An den besseren Thermometern können einzelne Teile ausgetauscht werden. Der Hersteller gab dazu Empfehlungen ab. Viele Motometer waren jedoch billig hergestellt. Oft waren dann Anzeige und Deckglas eingelötet; solche Geräte können nicht repariert werden. Für Boyce sind Ersatzteile sind erhältlich.
Allgemein ist die rein mechanische Technik dieser Geräte nicht besonders exakt; Abweichungen von 10 Grad Celsius nach oben oder unten sind möglich. Das Ablesen bei Nacht oder bei schlechter Witterung ist kaum möglich. Immerhin war das Instrument preiswert herzustellen und gab wenigstens einen Anhaltspunkt über den Zustand des Motors.

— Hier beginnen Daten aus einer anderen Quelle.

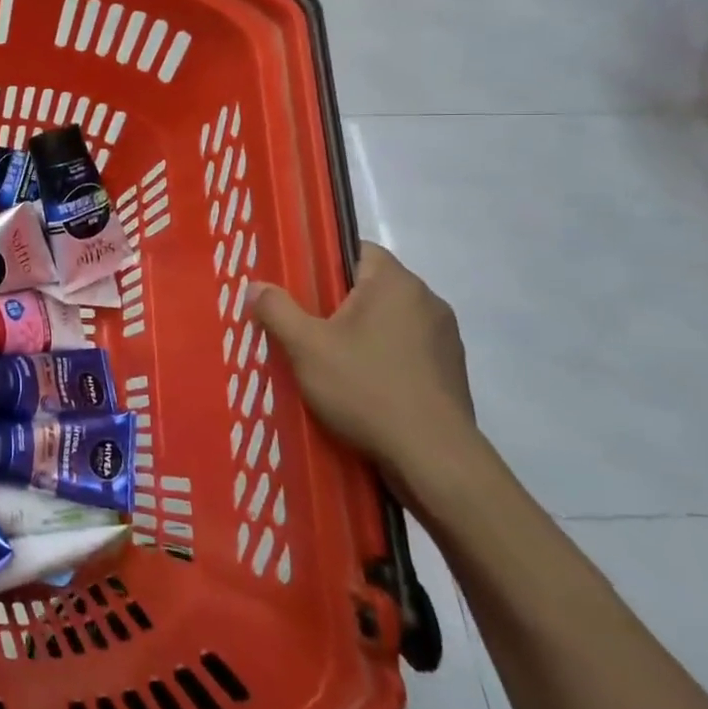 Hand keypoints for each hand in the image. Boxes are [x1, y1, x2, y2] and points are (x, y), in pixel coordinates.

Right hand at [253, 243, 477, 494]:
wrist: (434, 458)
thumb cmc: (367, 388)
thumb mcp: (306, 347)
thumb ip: (277, 310)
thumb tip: (256, 286)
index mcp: (395, 283)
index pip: (357, 249)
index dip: (323, 262)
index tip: (297, 286)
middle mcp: (427, 301)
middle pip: (371, 286)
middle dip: (337, 302)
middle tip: (303, 325)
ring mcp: (445, 338)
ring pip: (390, 321)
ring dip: (361, 333)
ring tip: (328, 359)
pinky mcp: (452, 373)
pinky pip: (407, 351)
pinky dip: (383, 359)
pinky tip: (361, 386) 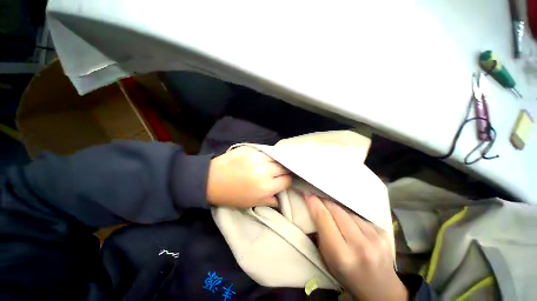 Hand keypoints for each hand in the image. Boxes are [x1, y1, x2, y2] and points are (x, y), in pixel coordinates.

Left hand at [207, 146, 291, 206]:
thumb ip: (270, 200)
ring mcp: (258, 157)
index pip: (287, 180)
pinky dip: (267, 156)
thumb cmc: (232, 195)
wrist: (212, 179)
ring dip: (276, 162)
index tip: (284, 181)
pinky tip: (263, 159)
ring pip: (276, 158)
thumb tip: (281, 197)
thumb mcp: (252, 203)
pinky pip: (266, 152)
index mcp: (266, 187)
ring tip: (272, 165)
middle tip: (279, 172)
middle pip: (284, 167)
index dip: (287, 181)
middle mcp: (265, 171)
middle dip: (284, 170)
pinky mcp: (251, 149)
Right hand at [305, 194, 407, 300]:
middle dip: (325, 201)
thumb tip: (314, 209)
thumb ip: (320, 234)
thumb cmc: (347, 276)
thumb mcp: (327, 259)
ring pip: (348, 211)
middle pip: (337, 210)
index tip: (307, 193)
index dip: (314, 203)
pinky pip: (360, 217)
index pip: (324, 218)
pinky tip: (350, 223)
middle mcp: (360, 245)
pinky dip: (351, 216)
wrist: (380, 289)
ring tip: (334, 213)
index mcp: (342, 255)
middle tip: (317, 197)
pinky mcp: (384, 233)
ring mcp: (376, 238)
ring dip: (338, 209) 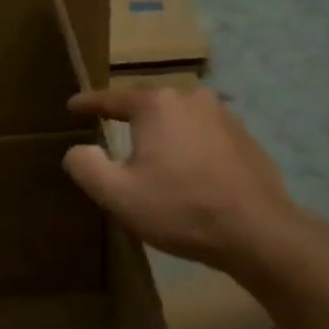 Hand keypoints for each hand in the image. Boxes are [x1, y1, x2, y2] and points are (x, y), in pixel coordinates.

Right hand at [63, 88, 318, 280]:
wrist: (255, 230)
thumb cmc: (179, 208)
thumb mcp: (118, 194)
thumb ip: (87, 167)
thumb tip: (76, 150)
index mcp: (157, 105)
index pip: (113, 99)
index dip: (89, 103)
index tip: (72, 106)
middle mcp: (191, 98)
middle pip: (150, 106)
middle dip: (130, 120)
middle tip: (111, 133)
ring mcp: (223, 115)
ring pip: (179, 120)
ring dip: (163, 135)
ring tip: (150, 156)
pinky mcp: (245, 137)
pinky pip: (204, 135)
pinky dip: (188, 147)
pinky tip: (187, 171) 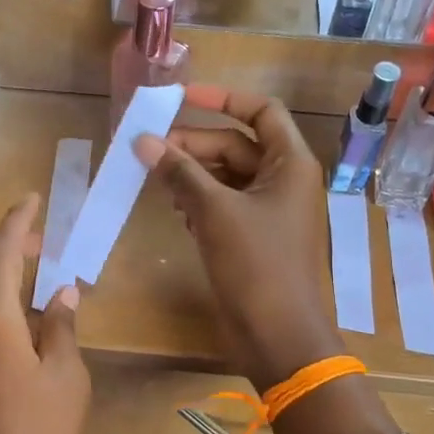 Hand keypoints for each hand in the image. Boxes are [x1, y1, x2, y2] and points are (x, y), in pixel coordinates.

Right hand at [134, 85, 341, 390]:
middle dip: (195, 144)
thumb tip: (143, 141)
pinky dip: (202, 203)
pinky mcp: (256, 239)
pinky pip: (227, 206)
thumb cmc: (256, 264)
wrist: (279, 335)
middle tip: (151, 151)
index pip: (261, 110)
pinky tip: (177, 213)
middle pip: (237, 145)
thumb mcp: (215, 212)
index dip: (222, 98)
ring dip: (194, 175)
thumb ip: (180, 172)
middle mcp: (285, 181)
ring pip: (228, 177)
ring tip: (160, 183)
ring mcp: (272, 212)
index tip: (181, 98)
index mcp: (290, 163) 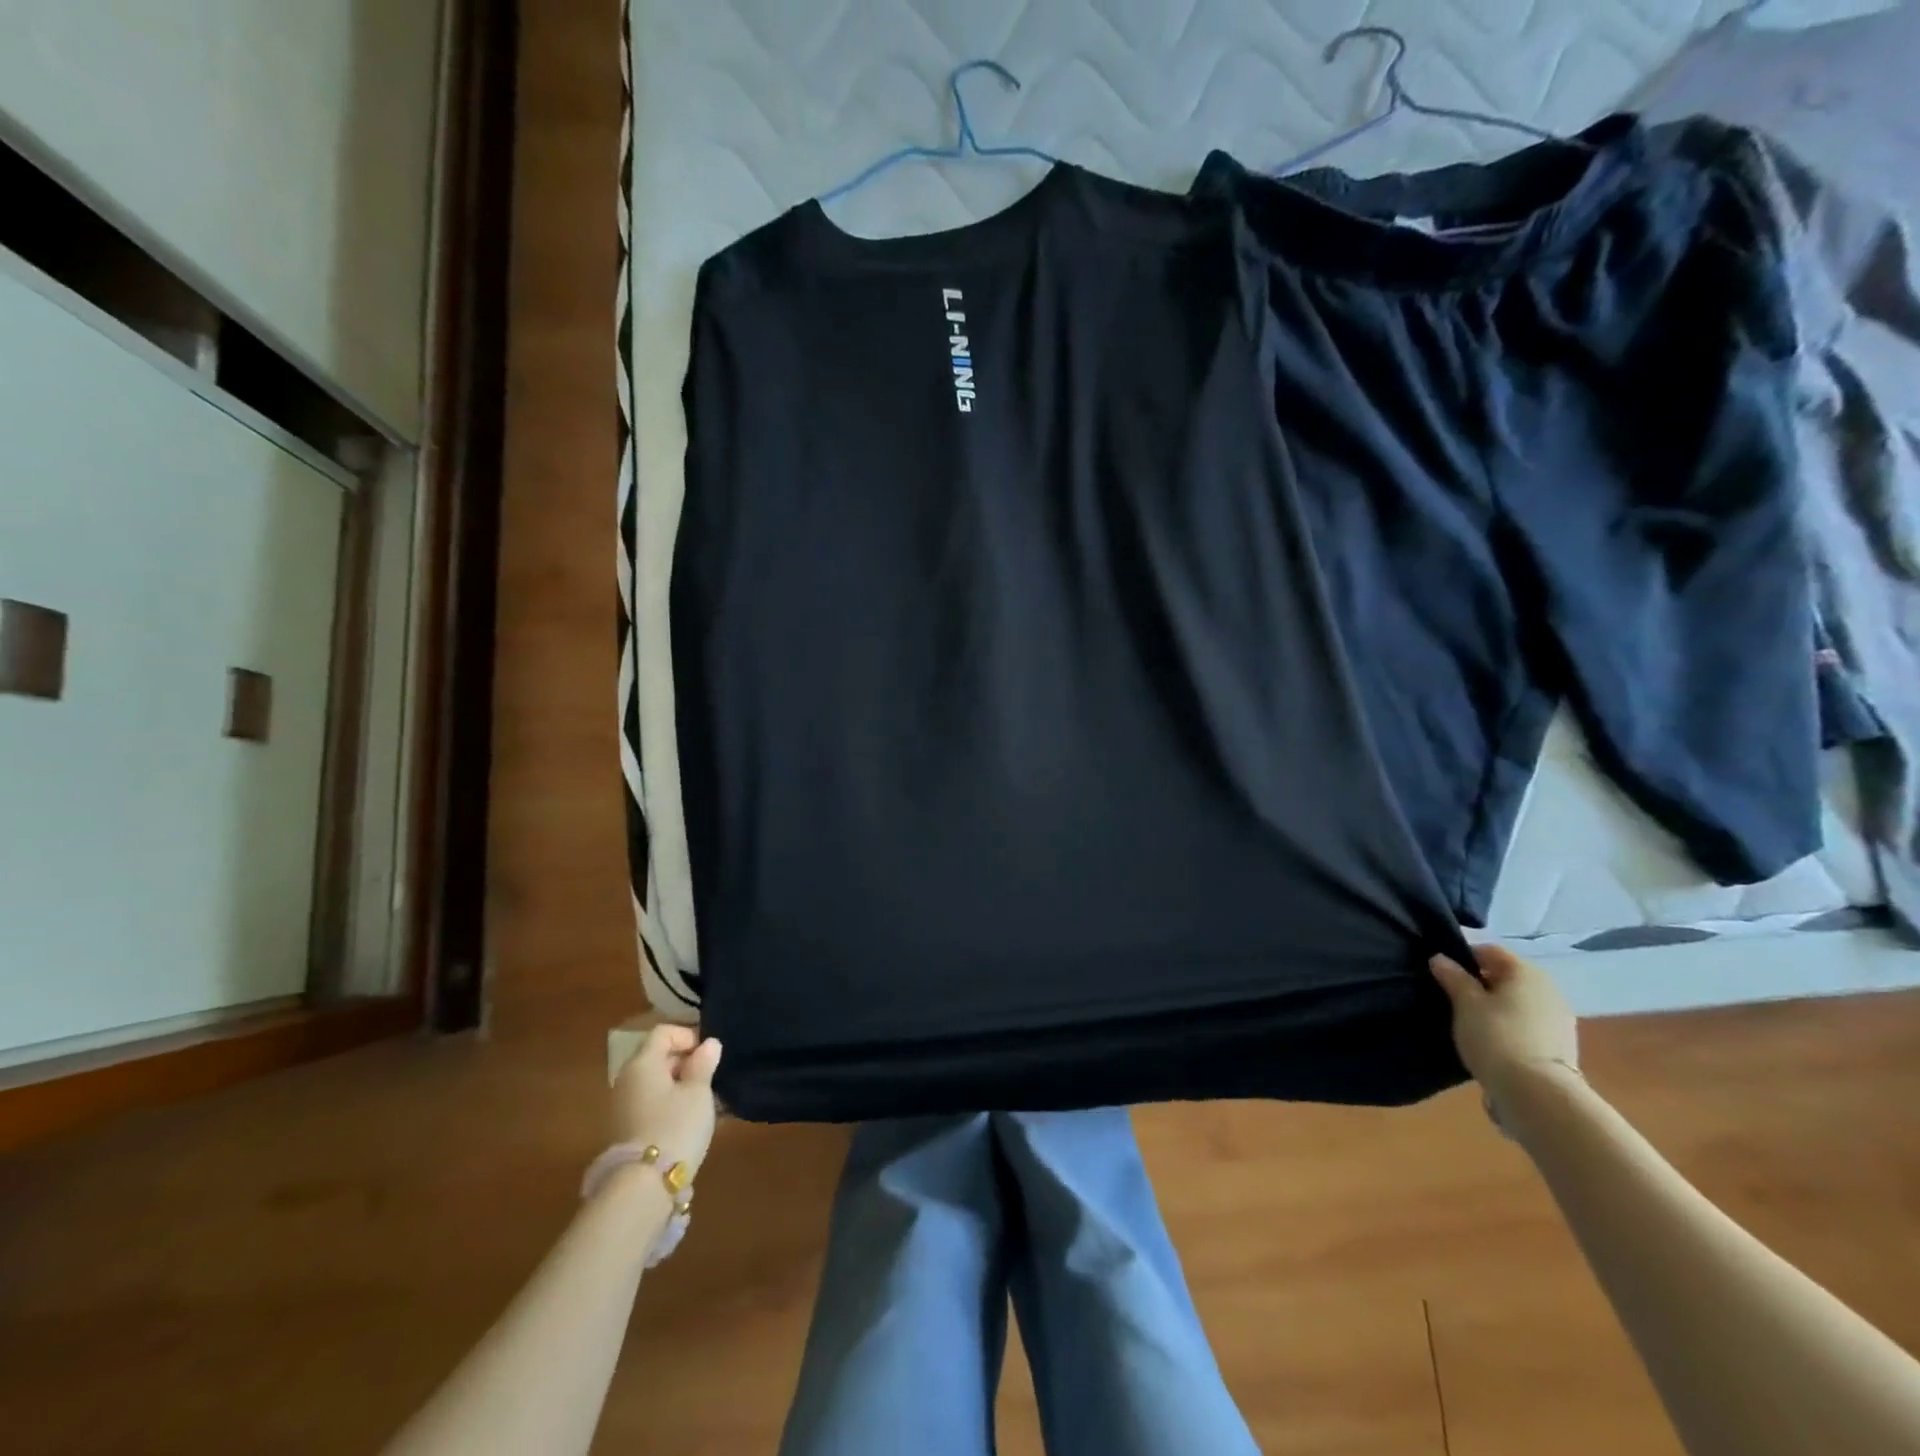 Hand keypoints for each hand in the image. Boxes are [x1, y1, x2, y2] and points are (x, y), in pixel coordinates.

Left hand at [611, 1024, 722, 1178]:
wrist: (643, 1186)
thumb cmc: (675, 1126)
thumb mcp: (698, 1092)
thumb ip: (704, 1064)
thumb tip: (709, 1044)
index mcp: (642, 1063)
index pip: (663, 1032)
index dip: (688, 1036)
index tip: (708, 1054)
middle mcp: (626, 1080)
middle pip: (656, 1056)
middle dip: (685, 1061)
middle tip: (709, 1077)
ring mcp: (621, 1107)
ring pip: (654, 1083)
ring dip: (678, 1084)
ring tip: (703, 1100)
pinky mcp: (623, 1130)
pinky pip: (649, 1103)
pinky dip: (668, 1103)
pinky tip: (687, 1120)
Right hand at [1430, 944, 1579, 1115]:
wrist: (1538, 1094)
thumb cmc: (1496, 1036)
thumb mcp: (1465, 1003)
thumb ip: (1453, 977)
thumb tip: (1440, 958)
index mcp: (1526, 972)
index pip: (1489, 951)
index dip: (1464, 957)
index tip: (1444, 974)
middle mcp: (1548, 989)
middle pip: (1506, 976)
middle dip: (1480, 983)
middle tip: (1454, 999)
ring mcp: (1559, 1018)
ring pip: (1518, 1001)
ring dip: (1496, 1006)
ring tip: (1472, 1023)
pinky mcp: (1561, 1045)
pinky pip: (1528, 1024)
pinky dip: (1511, 1026)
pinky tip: (1494, 1042)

Nachgefertigtes, beidseitig ablesbares Boyce-Motometer aus Messing mit als Schwingen ausgebildetem Drehgriff (Option) auf einem Ford Modell T von 1914. (Wikipedia)
Varianten
Sehr beliebt waren Motorthermometer die sowohl von vorn wie von hinten ablesbar waren. Diese Geräte haben statt eines Gehäuses einen Metallring und beidseitig je eine Lünette mit Dichtungsgring und eine zusätzliche Metallscheibe die Rückseite an Rückseite mit der ersten im Ring angebracht wird. Oben haben beide eine runde Öffnung durch welche der "heisse" Bereich des Thermometers abgelesen werden kann; von vorn ist also nur der kritische Temperaturbereich zu sehen während für den Fahrer auf der Rückseite das ganze Kapillar-Röhrchen sichtbar ist. Dieses Motometer wird als Reproduktion wieder angeboten und bei Oldtimer-Restaurationen gerne verwendet.
Englisches Wilmot "Calormeter" auf einem Morris Cowley, späte 1920er-Jahre (flickr)
Ein interessantes Instrument, gefunden auf einem Alfa Romeo 8C 2300 Spider. es lässt sich zum Nachfüllen des Kühlerwassers seitlich wegklappen. Hersteller unbekannt. (Wikipedia)
Motometer auf einem De Dion Bouton 12/24 CV von 1924; wahrscheinlich ein Bushnell Arrometer (Ausschnitt; Wikipedia)
Manche Motometer wie etwa das Arrometer von Bushnell, das Calometer (später Calormeter) von Wilmot-Breeden oder der Morden Indicator zeigen die Temperatur mit einem Pfeil auf einer Skala an.
Boyce Motometer, speziell für den Ford Modell A (hier auf einem 29er Deluxe). (cartype / John Nichols)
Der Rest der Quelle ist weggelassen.